## What is expected
Only the total should be returned: the number of lines in the data that hold the string "Avenue".

## Data supplied

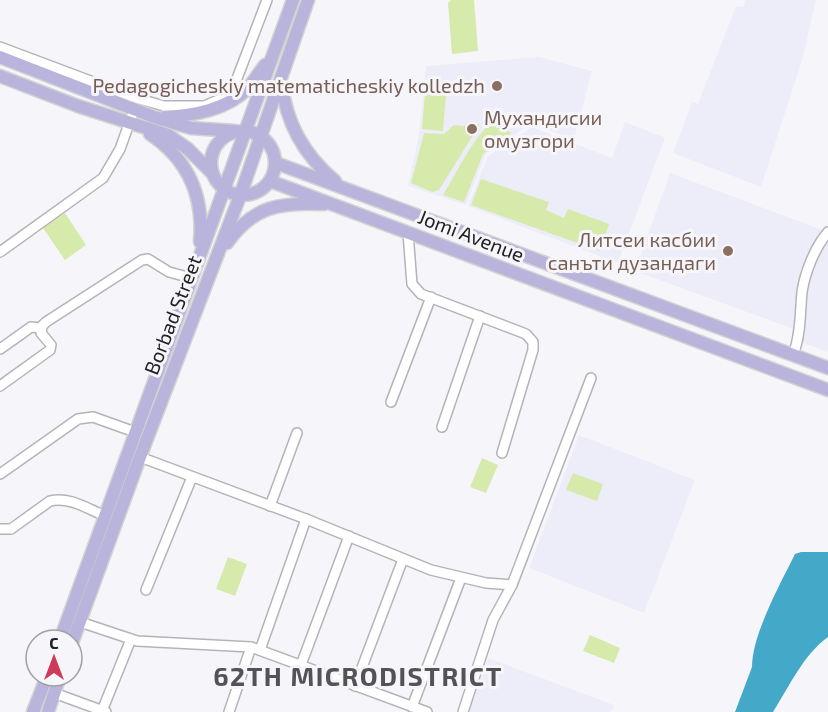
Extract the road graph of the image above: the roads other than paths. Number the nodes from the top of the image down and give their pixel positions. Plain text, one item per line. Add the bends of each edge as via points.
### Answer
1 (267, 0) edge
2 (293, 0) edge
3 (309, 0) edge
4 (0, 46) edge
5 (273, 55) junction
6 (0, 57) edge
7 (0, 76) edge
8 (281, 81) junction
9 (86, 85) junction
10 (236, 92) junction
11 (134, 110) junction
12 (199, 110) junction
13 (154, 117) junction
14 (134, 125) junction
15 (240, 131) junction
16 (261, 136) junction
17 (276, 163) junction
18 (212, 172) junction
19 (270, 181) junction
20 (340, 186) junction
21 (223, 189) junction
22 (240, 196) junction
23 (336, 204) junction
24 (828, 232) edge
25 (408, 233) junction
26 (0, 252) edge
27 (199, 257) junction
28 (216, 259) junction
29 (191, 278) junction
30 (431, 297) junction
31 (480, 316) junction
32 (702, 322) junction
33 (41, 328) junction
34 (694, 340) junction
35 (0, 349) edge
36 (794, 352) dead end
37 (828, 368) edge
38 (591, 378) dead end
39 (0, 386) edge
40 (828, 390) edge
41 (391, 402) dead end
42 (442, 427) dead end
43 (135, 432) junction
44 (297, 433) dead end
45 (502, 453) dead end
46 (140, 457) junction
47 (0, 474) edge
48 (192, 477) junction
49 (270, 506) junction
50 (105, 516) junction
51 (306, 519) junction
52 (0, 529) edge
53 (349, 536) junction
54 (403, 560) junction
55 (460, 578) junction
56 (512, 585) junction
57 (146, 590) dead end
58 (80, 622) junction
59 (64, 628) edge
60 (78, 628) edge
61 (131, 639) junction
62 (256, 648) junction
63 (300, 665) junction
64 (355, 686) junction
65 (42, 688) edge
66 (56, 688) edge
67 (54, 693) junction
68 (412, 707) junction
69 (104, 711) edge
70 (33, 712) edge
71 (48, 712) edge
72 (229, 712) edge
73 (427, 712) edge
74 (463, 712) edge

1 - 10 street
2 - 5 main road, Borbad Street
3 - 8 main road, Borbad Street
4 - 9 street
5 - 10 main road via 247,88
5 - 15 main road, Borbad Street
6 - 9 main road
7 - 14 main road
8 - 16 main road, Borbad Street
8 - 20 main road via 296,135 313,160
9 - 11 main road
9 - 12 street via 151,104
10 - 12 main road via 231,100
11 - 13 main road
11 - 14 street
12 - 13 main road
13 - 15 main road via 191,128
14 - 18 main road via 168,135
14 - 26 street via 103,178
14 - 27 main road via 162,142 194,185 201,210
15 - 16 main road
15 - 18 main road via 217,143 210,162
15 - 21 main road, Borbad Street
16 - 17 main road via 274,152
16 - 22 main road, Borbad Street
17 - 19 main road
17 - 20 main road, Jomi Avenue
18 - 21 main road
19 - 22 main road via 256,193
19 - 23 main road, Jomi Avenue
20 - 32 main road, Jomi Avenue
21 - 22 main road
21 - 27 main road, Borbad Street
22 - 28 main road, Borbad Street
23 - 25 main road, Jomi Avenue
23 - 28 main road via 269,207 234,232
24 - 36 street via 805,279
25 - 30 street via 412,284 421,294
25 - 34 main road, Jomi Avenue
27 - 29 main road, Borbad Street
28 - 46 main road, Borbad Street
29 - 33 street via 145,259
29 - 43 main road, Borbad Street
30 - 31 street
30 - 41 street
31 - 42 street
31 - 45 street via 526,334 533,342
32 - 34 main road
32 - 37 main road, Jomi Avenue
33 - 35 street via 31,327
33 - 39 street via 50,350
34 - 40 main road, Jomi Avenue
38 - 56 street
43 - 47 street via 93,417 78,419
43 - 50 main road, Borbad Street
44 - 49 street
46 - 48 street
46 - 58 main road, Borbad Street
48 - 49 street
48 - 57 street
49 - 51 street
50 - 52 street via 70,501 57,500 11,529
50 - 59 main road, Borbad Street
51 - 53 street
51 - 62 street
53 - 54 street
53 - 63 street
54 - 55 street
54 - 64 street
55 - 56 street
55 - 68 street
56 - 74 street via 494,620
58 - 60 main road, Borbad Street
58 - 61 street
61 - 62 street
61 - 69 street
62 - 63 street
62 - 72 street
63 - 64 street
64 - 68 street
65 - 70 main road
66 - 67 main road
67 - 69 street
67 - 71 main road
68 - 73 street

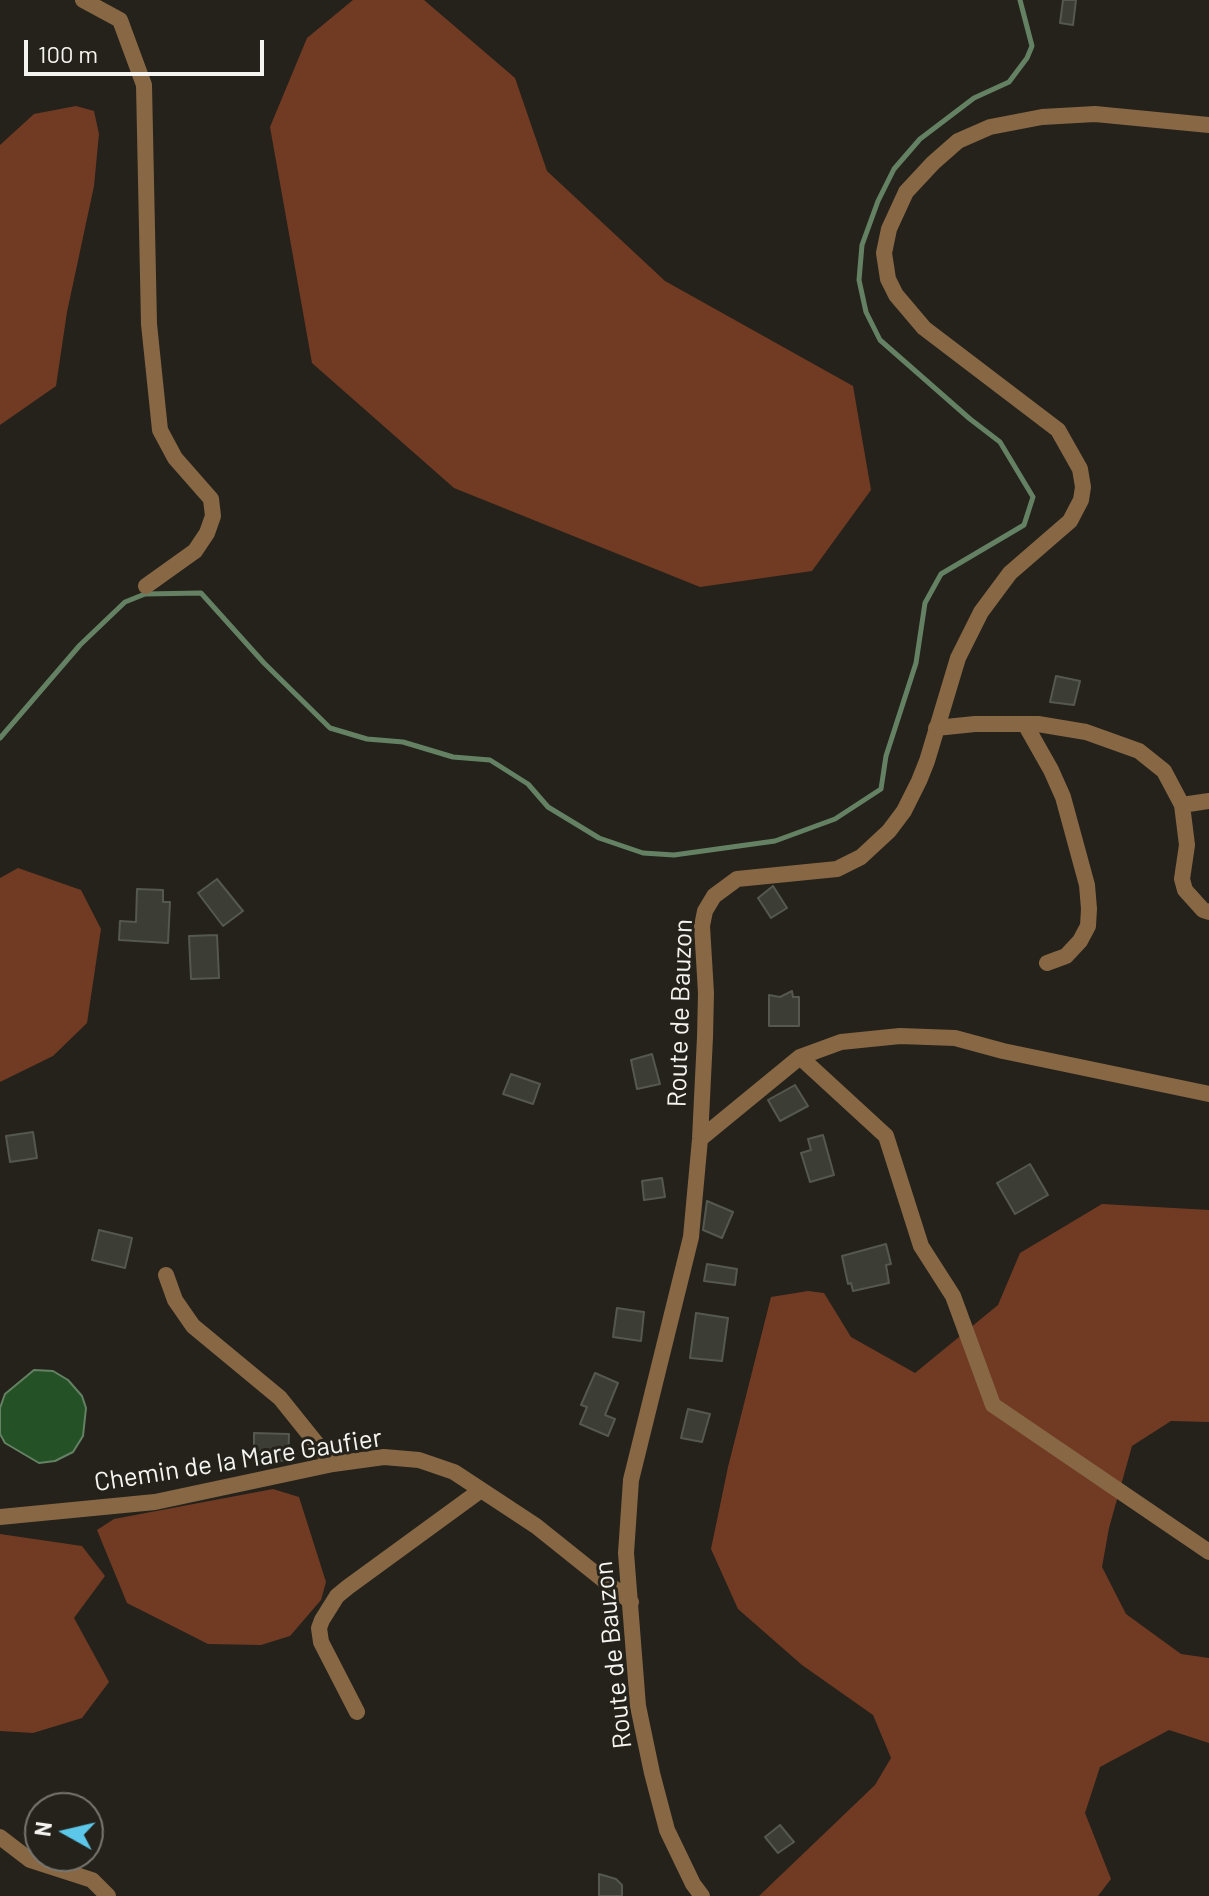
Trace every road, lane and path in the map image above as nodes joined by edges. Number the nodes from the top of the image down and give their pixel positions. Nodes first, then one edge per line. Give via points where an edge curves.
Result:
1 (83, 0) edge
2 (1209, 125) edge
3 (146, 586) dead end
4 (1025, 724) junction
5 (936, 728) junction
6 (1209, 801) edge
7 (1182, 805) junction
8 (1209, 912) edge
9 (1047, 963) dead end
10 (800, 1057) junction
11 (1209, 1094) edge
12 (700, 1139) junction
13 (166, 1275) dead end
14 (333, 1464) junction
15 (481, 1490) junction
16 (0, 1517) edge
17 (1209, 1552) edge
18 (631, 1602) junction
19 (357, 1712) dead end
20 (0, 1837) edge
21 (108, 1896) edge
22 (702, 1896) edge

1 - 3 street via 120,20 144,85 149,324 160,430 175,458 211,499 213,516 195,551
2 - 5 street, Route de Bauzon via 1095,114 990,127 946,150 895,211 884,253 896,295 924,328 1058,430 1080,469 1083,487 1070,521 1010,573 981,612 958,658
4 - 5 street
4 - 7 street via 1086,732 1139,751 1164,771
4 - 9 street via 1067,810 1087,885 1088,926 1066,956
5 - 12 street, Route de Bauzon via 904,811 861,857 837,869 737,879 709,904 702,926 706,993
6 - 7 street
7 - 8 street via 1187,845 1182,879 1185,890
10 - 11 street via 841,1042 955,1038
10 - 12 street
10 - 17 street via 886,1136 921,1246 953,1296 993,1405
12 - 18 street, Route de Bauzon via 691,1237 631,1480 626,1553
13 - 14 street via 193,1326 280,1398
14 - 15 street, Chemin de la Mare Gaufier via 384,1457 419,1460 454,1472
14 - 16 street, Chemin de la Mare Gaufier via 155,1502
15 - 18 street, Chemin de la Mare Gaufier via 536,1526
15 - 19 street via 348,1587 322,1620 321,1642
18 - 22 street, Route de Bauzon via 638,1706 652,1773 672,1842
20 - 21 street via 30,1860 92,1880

## Exercise result
7